Questo tentativo di conferire una connotazione sessuale al mondo dei videogiochi mi ha lasciato un po’ perplesso. Da un lato, infatti, l’idea che il nostro medium sia così evoluto da essere oggetto delle più disparate speculazioni è indubbiamente un segno della sua maturità. Trent’anni fa era lecito discutere se Il Signore degli Anelli fosse un libro di destra o di sinistra, ma nessuno avrebbe mai pensato di applicare simili ragionamenti ai videogame. Oggi ci sono invece siti che trattano i giochi in chiave esclusivamente politica, il che è comprensibile quando si pianificano (e poi si cancellano) prodotti come Six Days in Falluja, o quando la classe politica prova a ritirare dagli scaffali il GTA di turno. A questo punto perché non volere trattare anche la sfera sessuale dei videogame? Non accade lo stesso anche con musica e cinema? Perché George Michael e Rupert Everett possono essere icone gay, e Tingle no?
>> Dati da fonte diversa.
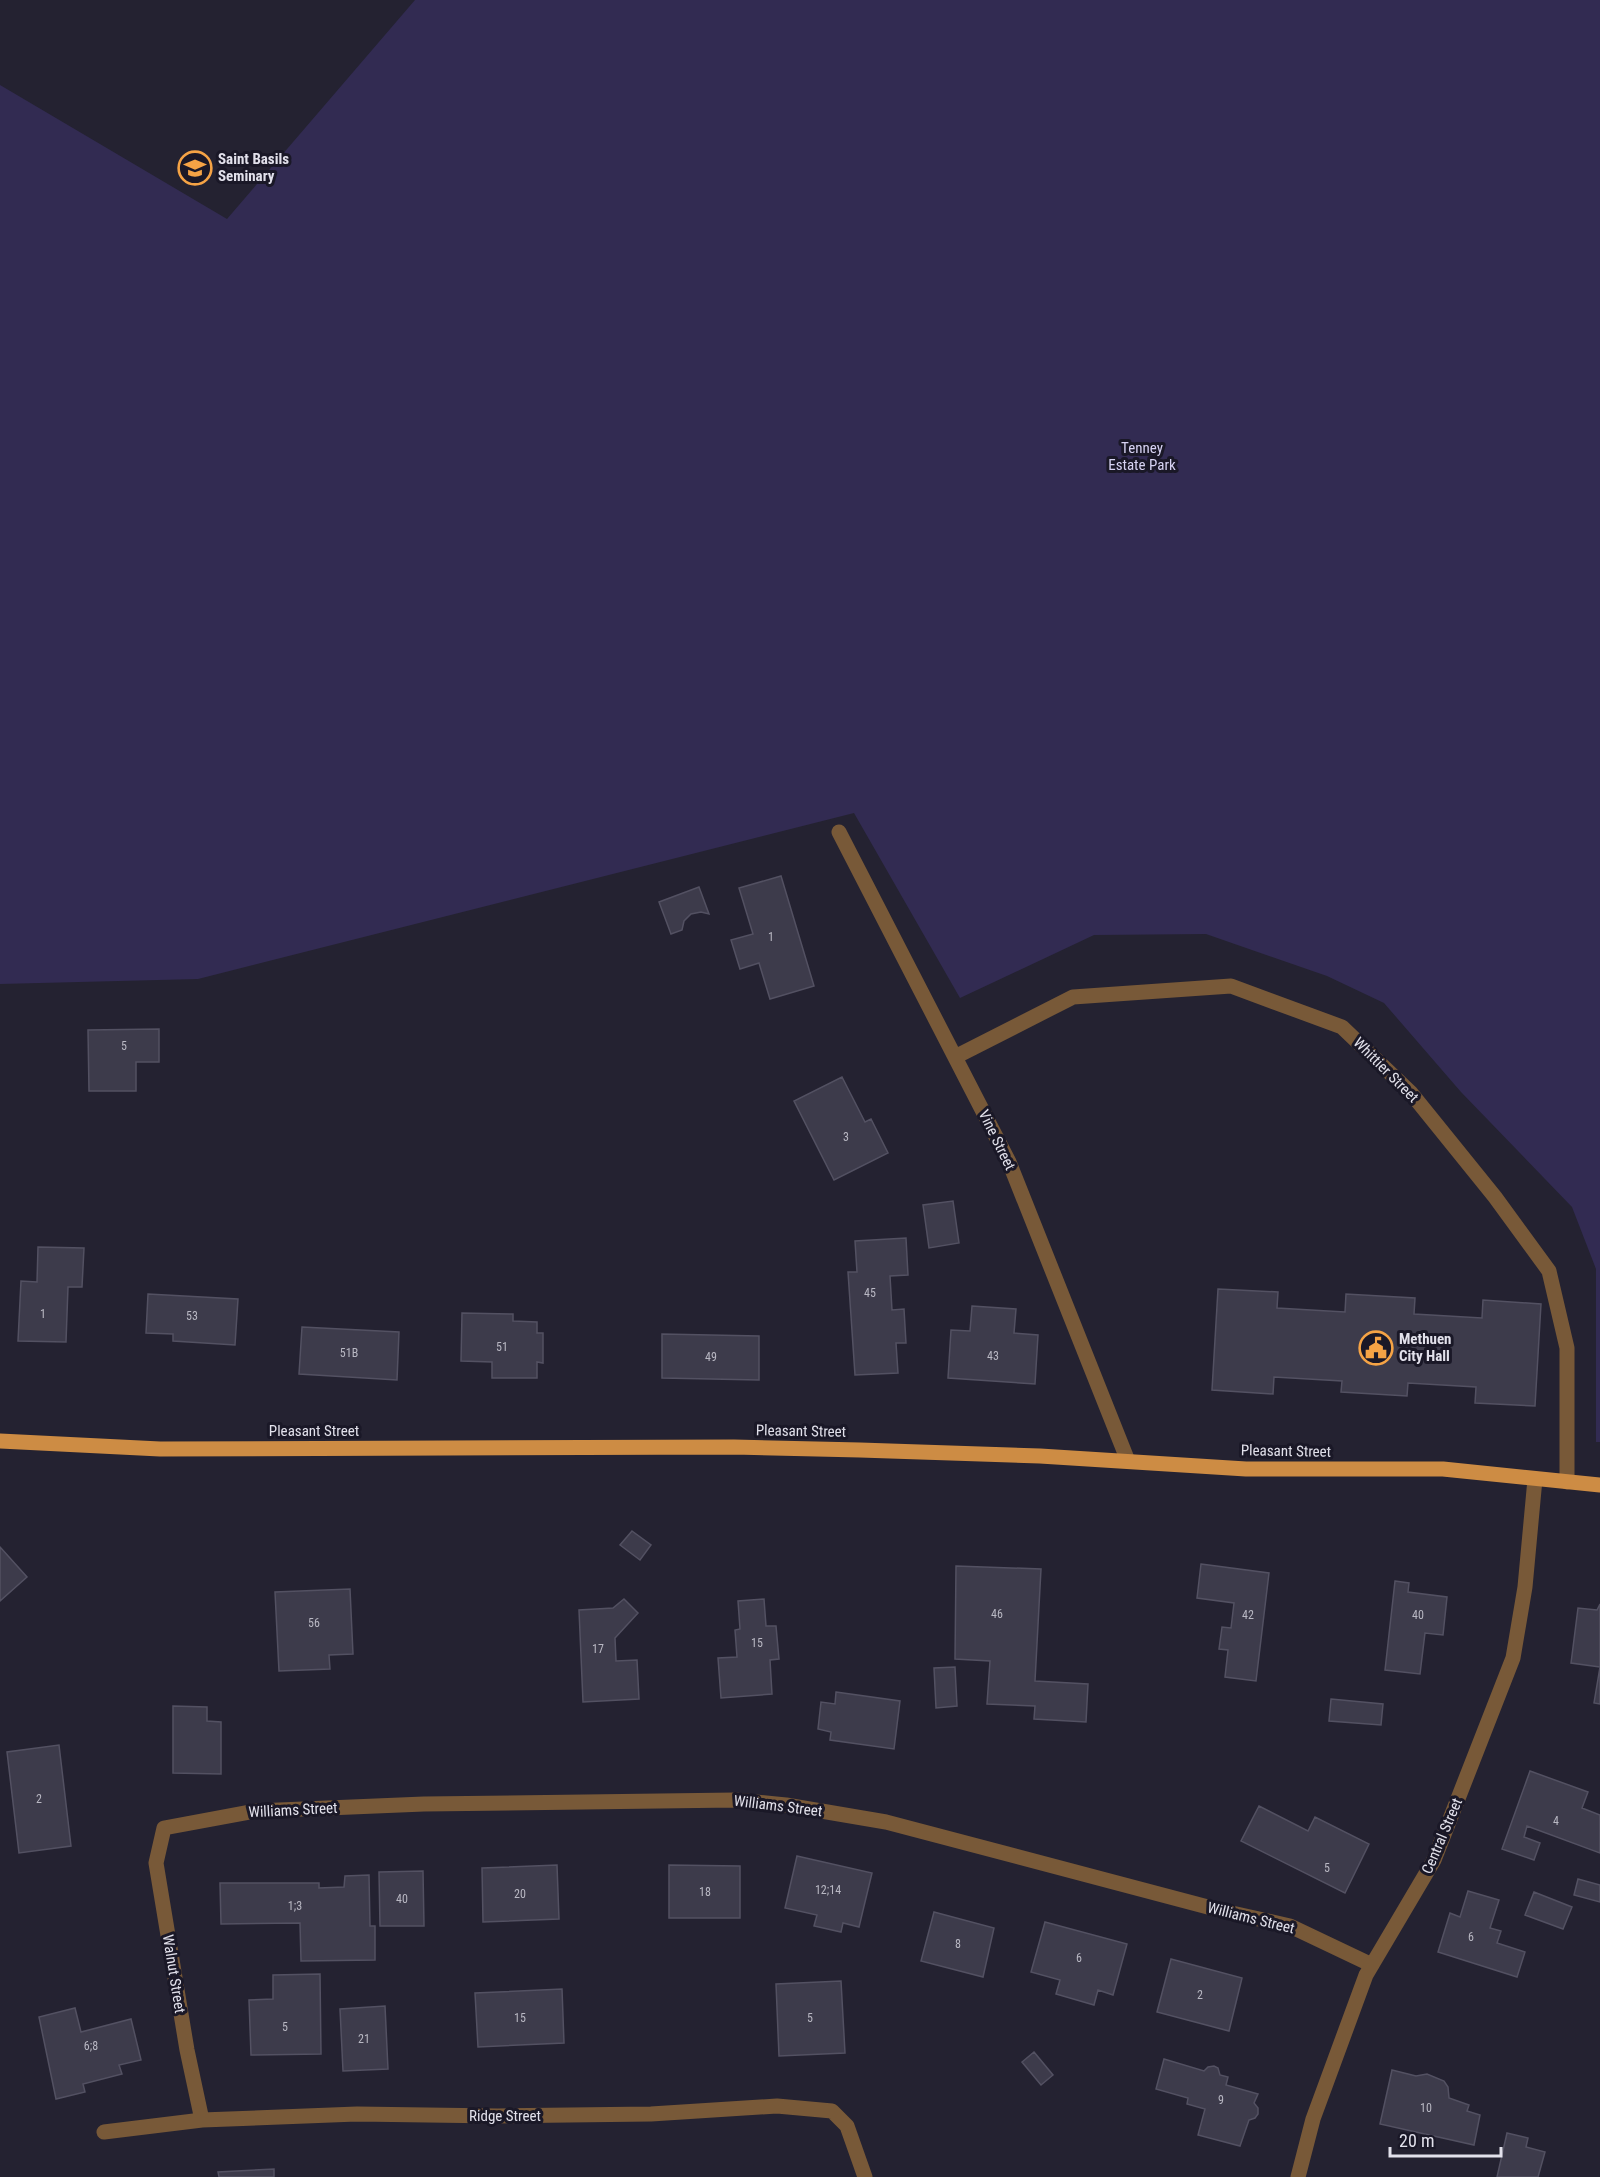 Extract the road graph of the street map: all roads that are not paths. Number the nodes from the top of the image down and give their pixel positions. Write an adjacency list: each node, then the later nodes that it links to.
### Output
1 (839, 832): 2 (street, Vine Street)
2 (955, 1057): 4 (street, Vine Street); 6 (street, Whittier Street)
3 (0, 1441): 4 (main road, Pleasant Street)
4 (1128, 1461): 5 (main road, Pleasant Street)
5 (1535, 1479): 6 (main road, Pleasant Street); 9 (street, Central Street)
6 (1567, 1482): 7 (main road, Pleasant Street)
7 (1600, 1485)
8 (164, 1828): 9 (street, Williams Street); 10 (street, Walnut Street)
9 (1372, 1965): 13 (street, Central Street)
10 (202, 2120): 11 (street, Ridge Street); 12 (street, Ridge Street)
11 (104, 2132)
12 (865, 2177)
13 (1298, 2177)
A fianco di queste considerazioni ve ne sono però altre, prima fa tutte quella derivante dall’ovvia domanda: ma ce n’era davvero bisogno? L’esiguo numero di articoli su GayGamer contraddistinti da una componente sessuale parrebbe suggerirci di no. Anche perché, come scrissi tempo fa in un editoriale su TGM, il mondo dei videogame è ancora refrattario al sesso in ogni sua accezione: violenza quanta se ne vuole ma non sia mai che due personaggi di un videogioco si bacino (e men che meno che si spingano oltre). Le polemiche successive a Mass Effect riecheggiano ancora nelle nostre orecchie…
All’interno di questo microcosmo, quindi, volersi mettere a discutere di orientamenti sessuali pare una forzatura. Certo, il mondo dei videogiochi non si limita al virtuale ma si estende nel reale tramite coloro che fanno parte del settore, ma siamo poi realmente interessati a sapere come la pensi in proposito il Guy Selga di turno?
Concludendo, quello di GayGamer è un esperimento interessante dal punto di vista sociologico ma forse prematuro e un po’ pretestuoso. Di certo, però, ha il merito di farci capire quanto sia ancora grande la distanza che separa il nostro medium dagli altri più evoluti, così tanto concentrato sulla tecnica e sull’hardware e così poco sulla varietà dei propri contenuti.